* **Records**
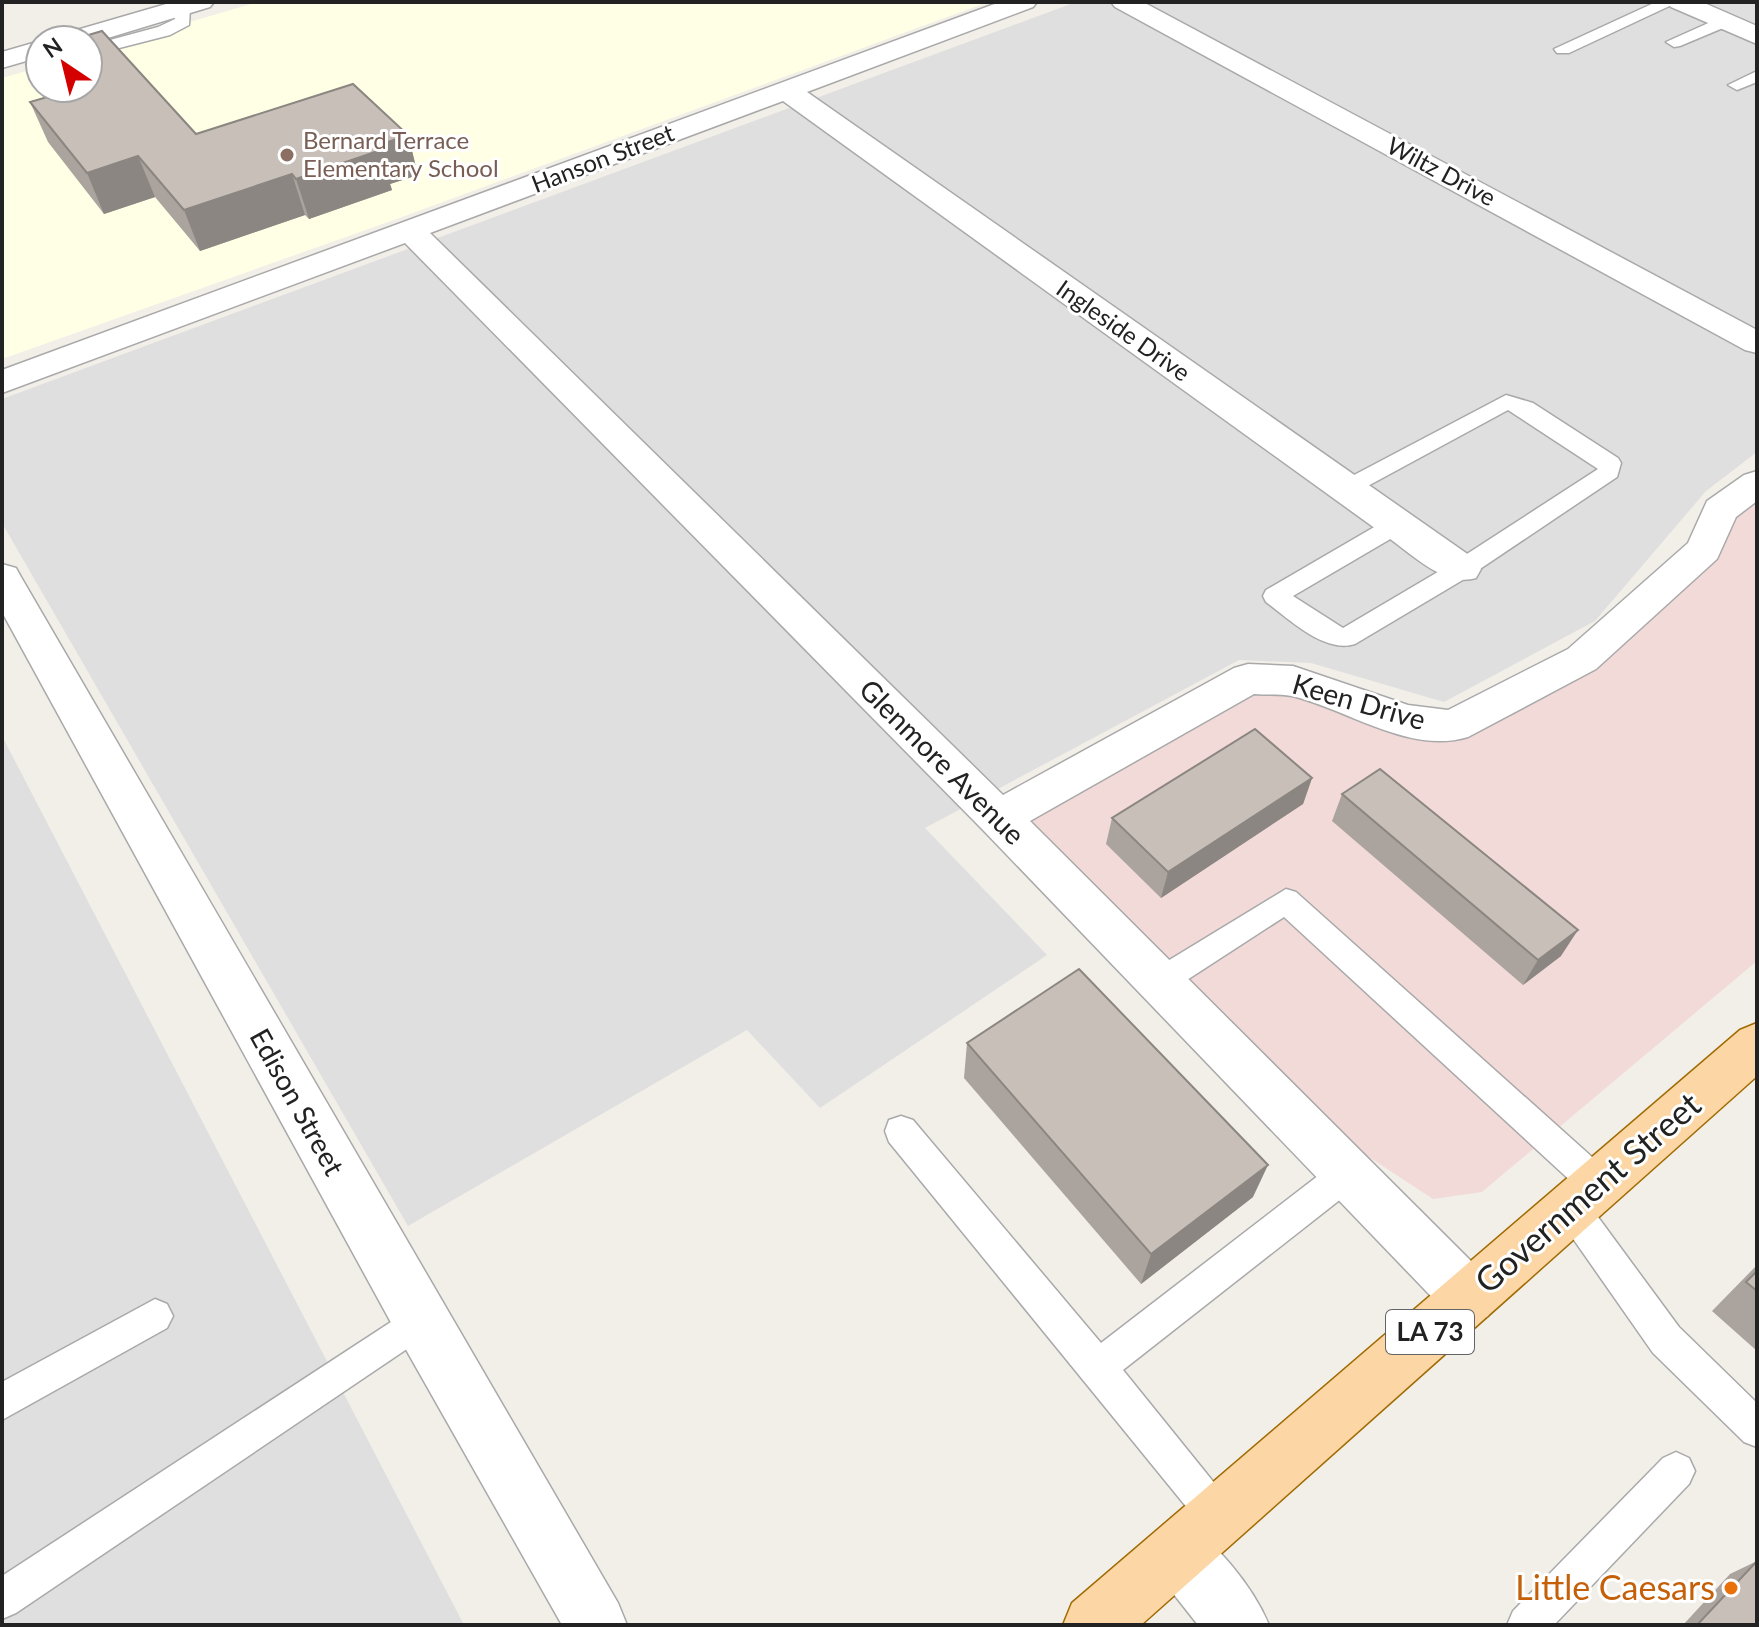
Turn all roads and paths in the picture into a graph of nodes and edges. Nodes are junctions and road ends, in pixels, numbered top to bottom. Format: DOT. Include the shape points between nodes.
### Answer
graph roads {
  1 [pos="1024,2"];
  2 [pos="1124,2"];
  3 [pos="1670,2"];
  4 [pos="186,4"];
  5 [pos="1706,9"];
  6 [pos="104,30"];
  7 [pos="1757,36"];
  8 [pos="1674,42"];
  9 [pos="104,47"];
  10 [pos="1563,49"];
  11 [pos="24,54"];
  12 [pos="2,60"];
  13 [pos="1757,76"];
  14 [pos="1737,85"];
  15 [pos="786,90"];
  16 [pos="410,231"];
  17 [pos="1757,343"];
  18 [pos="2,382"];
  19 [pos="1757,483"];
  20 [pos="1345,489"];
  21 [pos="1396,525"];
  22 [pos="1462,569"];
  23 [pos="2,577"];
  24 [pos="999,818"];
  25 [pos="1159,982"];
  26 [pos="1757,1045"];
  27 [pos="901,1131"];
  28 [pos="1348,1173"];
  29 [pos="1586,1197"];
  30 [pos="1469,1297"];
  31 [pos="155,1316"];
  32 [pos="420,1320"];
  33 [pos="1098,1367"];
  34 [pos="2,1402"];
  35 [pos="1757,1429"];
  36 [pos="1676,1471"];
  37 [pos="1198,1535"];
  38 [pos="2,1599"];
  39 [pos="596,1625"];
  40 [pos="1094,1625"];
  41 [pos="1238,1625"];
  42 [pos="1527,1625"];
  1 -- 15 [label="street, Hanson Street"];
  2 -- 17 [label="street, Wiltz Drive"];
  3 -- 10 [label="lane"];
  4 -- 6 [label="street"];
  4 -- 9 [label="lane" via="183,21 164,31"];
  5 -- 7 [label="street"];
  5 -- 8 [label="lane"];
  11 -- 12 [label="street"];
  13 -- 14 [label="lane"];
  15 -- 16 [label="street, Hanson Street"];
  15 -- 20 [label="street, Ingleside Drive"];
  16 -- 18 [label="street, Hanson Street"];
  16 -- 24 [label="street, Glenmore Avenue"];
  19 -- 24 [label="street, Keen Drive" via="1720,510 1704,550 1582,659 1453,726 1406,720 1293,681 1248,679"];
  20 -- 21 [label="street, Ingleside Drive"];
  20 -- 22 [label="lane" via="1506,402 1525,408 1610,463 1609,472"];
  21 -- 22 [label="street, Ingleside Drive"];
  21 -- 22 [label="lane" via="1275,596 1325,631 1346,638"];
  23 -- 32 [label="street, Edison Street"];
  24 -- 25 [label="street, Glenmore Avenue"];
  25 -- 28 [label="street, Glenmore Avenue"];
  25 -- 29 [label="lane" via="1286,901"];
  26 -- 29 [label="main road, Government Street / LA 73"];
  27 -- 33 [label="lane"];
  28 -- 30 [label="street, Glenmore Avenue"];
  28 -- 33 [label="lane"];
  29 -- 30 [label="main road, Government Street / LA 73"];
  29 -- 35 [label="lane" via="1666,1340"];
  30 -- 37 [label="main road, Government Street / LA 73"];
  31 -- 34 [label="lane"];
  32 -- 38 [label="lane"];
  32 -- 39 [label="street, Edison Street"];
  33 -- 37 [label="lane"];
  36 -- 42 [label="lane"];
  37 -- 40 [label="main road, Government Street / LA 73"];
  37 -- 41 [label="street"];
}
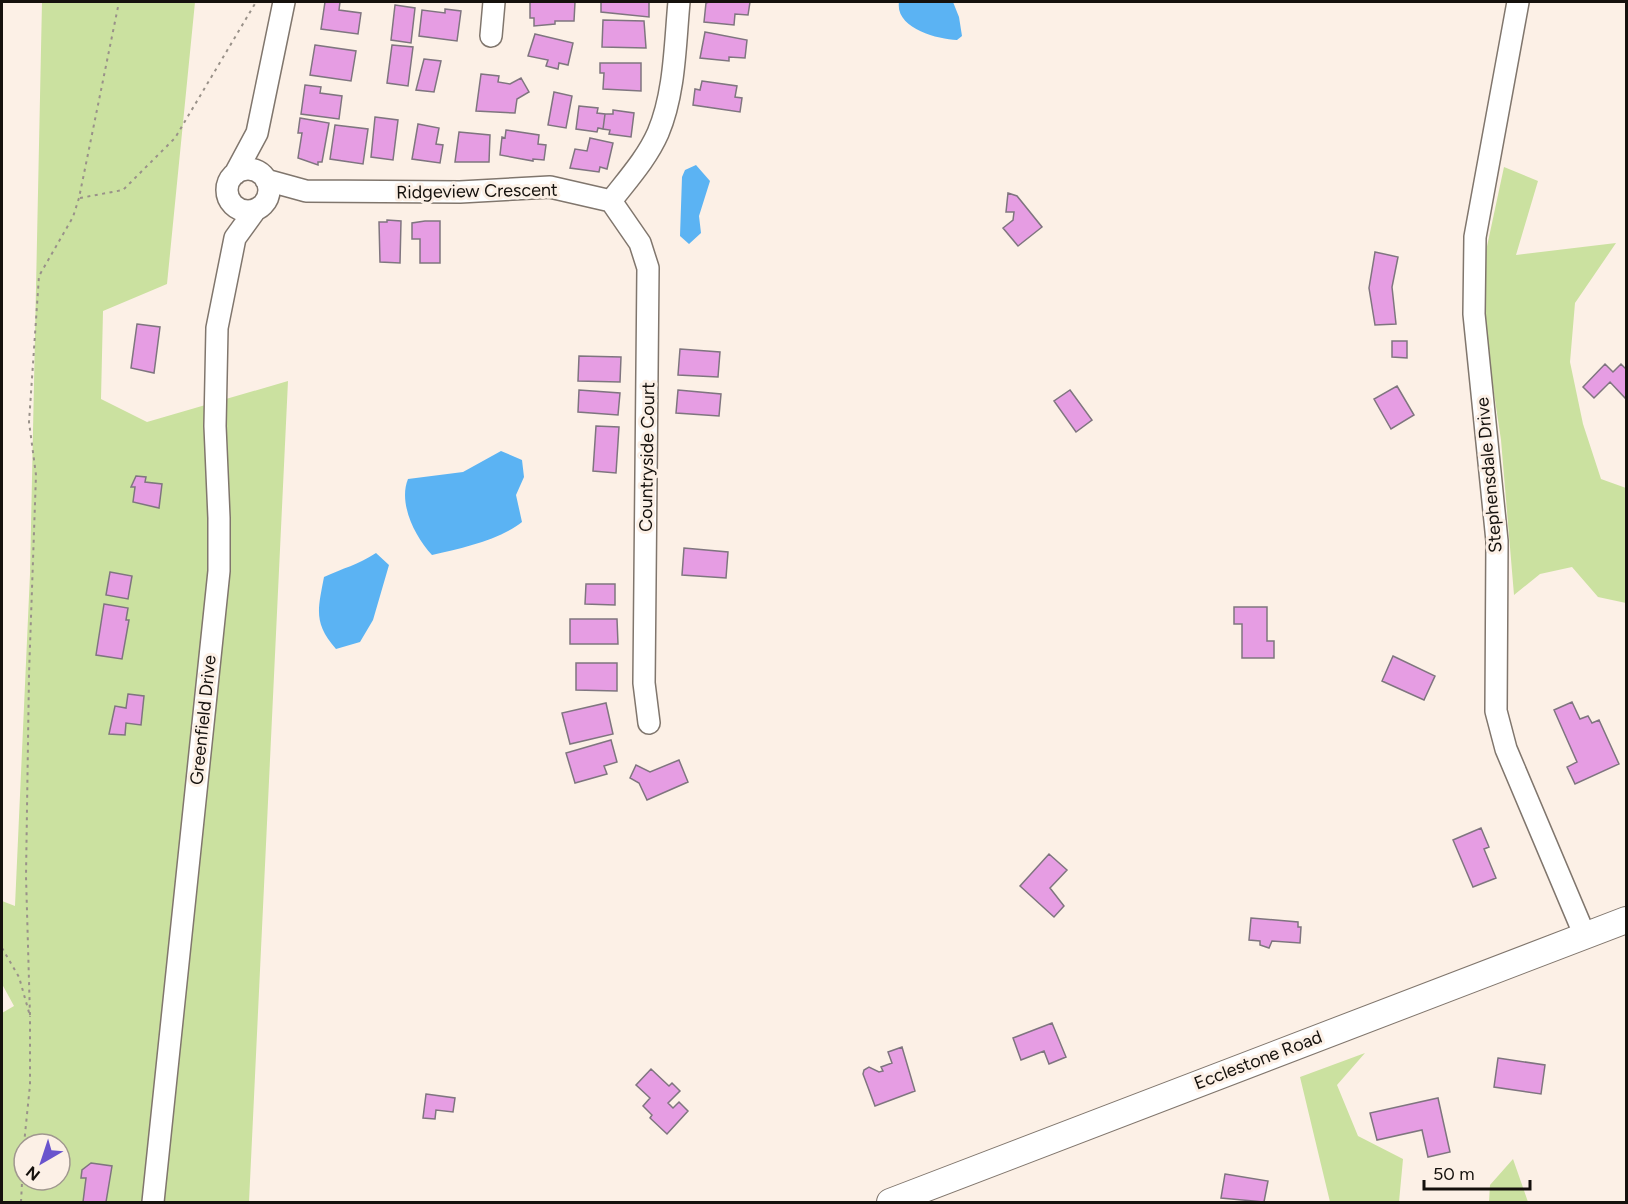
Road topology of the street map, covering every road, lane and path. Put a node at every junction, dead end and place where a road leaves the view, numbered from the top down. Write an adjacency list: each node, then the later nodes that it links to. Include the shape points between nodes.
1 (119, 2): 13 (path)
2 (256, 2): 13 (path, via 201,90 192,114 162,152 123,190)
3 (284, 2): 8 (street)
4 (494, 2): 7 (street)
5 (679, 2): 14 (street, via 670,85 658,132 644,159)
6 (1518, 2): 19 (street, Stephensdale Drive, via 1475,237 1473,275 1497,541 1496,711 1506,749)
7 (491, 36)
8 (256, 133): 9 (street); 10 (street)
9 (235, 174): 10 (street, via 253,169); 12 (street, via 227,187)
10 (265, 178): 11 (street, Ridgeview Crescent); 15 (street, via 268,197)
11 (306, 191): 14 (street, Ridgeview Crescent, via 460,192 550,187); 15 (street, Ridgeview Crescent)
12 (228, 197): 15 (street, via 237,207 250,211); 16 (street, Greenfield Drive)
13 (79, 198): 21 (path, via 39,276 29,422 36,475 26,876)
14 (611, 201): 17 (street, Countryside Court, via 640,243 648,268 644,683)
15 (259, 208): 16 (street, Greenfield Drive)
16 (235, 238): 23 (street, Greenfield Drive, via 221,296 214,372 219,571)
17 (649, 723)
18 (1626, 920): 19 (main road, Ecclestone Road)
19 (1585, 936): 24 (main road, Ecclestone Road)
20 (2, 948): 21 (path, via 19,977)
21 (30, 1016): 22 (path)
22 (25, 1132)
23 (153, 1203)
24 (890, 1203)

* **Your goal**
Repeat every record precisely. Any picture among them stays out of the copy.

* **Answer to this problem**
Turn all roads and paths in the picture into a graph of nodes and edges. Nodes are junctions and road ends, in pixels, numbered top to bottom. Format: DOT. Include the shape points between nodes.
### Answer
graph roads {
  1 [pos="1024,2"];
  2 [pos="1124,2"];
  3 [pos="1670,2"];
  4 [pos="186,4"];
  5 [pos="1706,9"];
  6 [pos="104,30"];
  7 [pos="1757,36"];
  8 [pos="1674,42"];
  9 [pos="104,47"];
  10 [pos="1563,49"];
  11 [pos="24,54"];
  12 [pos="2,60"];
  13 [pos="1757,76"];
  14 [pos="1737,85"];
  15 [pos="786,90"];
  16 [pos="410,231"];
  17 [pos="1757,343"];
  18 [pos="2,382"];
  19 [pos="1757,483"];
  20 [pos="1345,489"];
  21 [pos="1396,525"];
  22 [pos="1462,569"];
  23 [pos="2,577"];
  24 [pos="999,818"];
  25 [pos="1159,982"];
  26 [pos="1757,1045"];
  27 [pos="901,1131"];
  28 [pos="1348,1173"];
  29 [pos="1586,1197"];
  30 [pos="1469,1297"];
  31 [pos="155,1316"];
  32 [pos="420,1320"];
  33 [pos="1098,1367"];
  34 [pos="2,1402"];
  35 [pos="1757,1429"];
  36 [pos="1676,1471"];
  37 [pos="1198,1535"];
  38 [pos="2,1599"];
  39 [pos="596,1625"];
  40 [pos="1094,1625"];
  41 [pos="1238,1625"];
  42 [pos="1527,1625"];
  1 -- 15 [label="street, Hanson Street"];
  2 -- 17 [label="street, Wiltz Drive"];
  3 -- 10 [label="lane"];
  4 -- 6 [label="street"];
  4 -- 9 [label="lane" via="183,21 164,31"];
  5 -- 7 [label="street"];
  5 -- 8 [label="lane"];
  11 -- 12 [label="street"];
  13 -- 14 [label="lane"];
  15 -- 16 [label="street, Hanson Street"];
  15 -- 20 [label="street, Ingleside Drive"];
  16 -- 18 [label="street, Hanson Street"];
  16 -- 24 [label="street, Glenmore Avenue"];
  19 -- 24 [label="street, Keen Drive" via="1720,510 1704,550 1582,659 1453,726 1406,720 1293,681 1248,679"];
  20 -- 21 [label="street, Ingleside Drive"];
  20 -- 22 [label="lane" via="1506,402 1525,408 1610,463 1609,472"];
  21 -- 22 [label="street, Ingleside Drive"];
  21 -- 22 [label="lane" via="1275,596 1325,631 1346,638"];
  23 -- 32 [label="street, Edison Street"];
  24 -- 25 [label="street, Glenmore Avenue"];
  25 -- 28 [label="street, Glenmore Avenue"];
  25 -- 29 [label="lane" via="1286,901"];
  26 -- 29 [label="main road, Government Street / LA 73"];
  27 -- 33 [label="lane"];
  28 -- 30 [label="street, Glenmore Avenue"];
  28 -- 33 [label="lane"];
  29 -- 30 [label="main road, Government Street / LA 73"];
  29 -- 35 [label="lane" via="1666,1340"];
  30 -- 37 [label="main road, Government Street / LA 73"];
  31 -- 34 [label="lane"];
  32 -- 38 [label="lane"];
  32 -- 39 [label="street, Edison Street"];
  33 -- 37 [label="lane"];
  36 -- 42 [label="lane"];
  37 -- 40 [label="main road, Government Street / LA 73"];
  37 -- 41 [label="street"];
}
Road topology of the street map, covering every road, lane and path. Put a node at every junction, dead end and place where a road leaves the view, numbered from the top down. Write an adjacency list: each node, then the later nodes that it links to. Include the shape points between nodes.
1 (119, 2): 13 (path)
2 (256, 2): 13 (path, via 201,90 192,114 162,152 123,190)
3 (284, 2): 8 (street)
4 (494, 2): 7 (street)
5 (679, 2): 14 (street, via 670,85 658,132 644,159)
6 (1518, 2): 19 (street, Stephensdale Drive, via 1475,237 1473,275 1497,541 1496,711 1506,749)
7 (491, 36)
8 (256, 133): 9 (street); 10 (street)
9 (235, 174): 10 (street, via 253,169); 12 (street, via 227,187)
10 (265, 178): 11 (street, Ridgeview Crescent); 15 (street, via 268,197)
11 (306, 191): 14 (street, Ridgeview Crescent, via 460,192 550,187); 15 (street, Ridgeview Crescent)
12 (228, 197): 15 (street, via 237,207 250,211); 16 (street, Greenfield Drive)
13 (79, 198): 21 (path, via 39,276 29,422 36,475 26,876)
14 (611, 201): 17 (street, Countryside Court, via 640,243 648,268 644,683)
15 (259, 208): 16 (street, Greenfield Drive)
16 (235, 238): 23 (street, Greenfield Drive, via 221,296 214,372 219,571)
17 (649, 723)
18 (1626, 920): 19 (main road, Ecclestone Road)
19 (1585, 936): 24 (main road, Ecclestone Road)
20 (2, 948): 21 (path, via 19,977)
21 (30, 1016): 22 (path)
22 (25, 1132)
23 (153, 1203)
24 (890, 1203)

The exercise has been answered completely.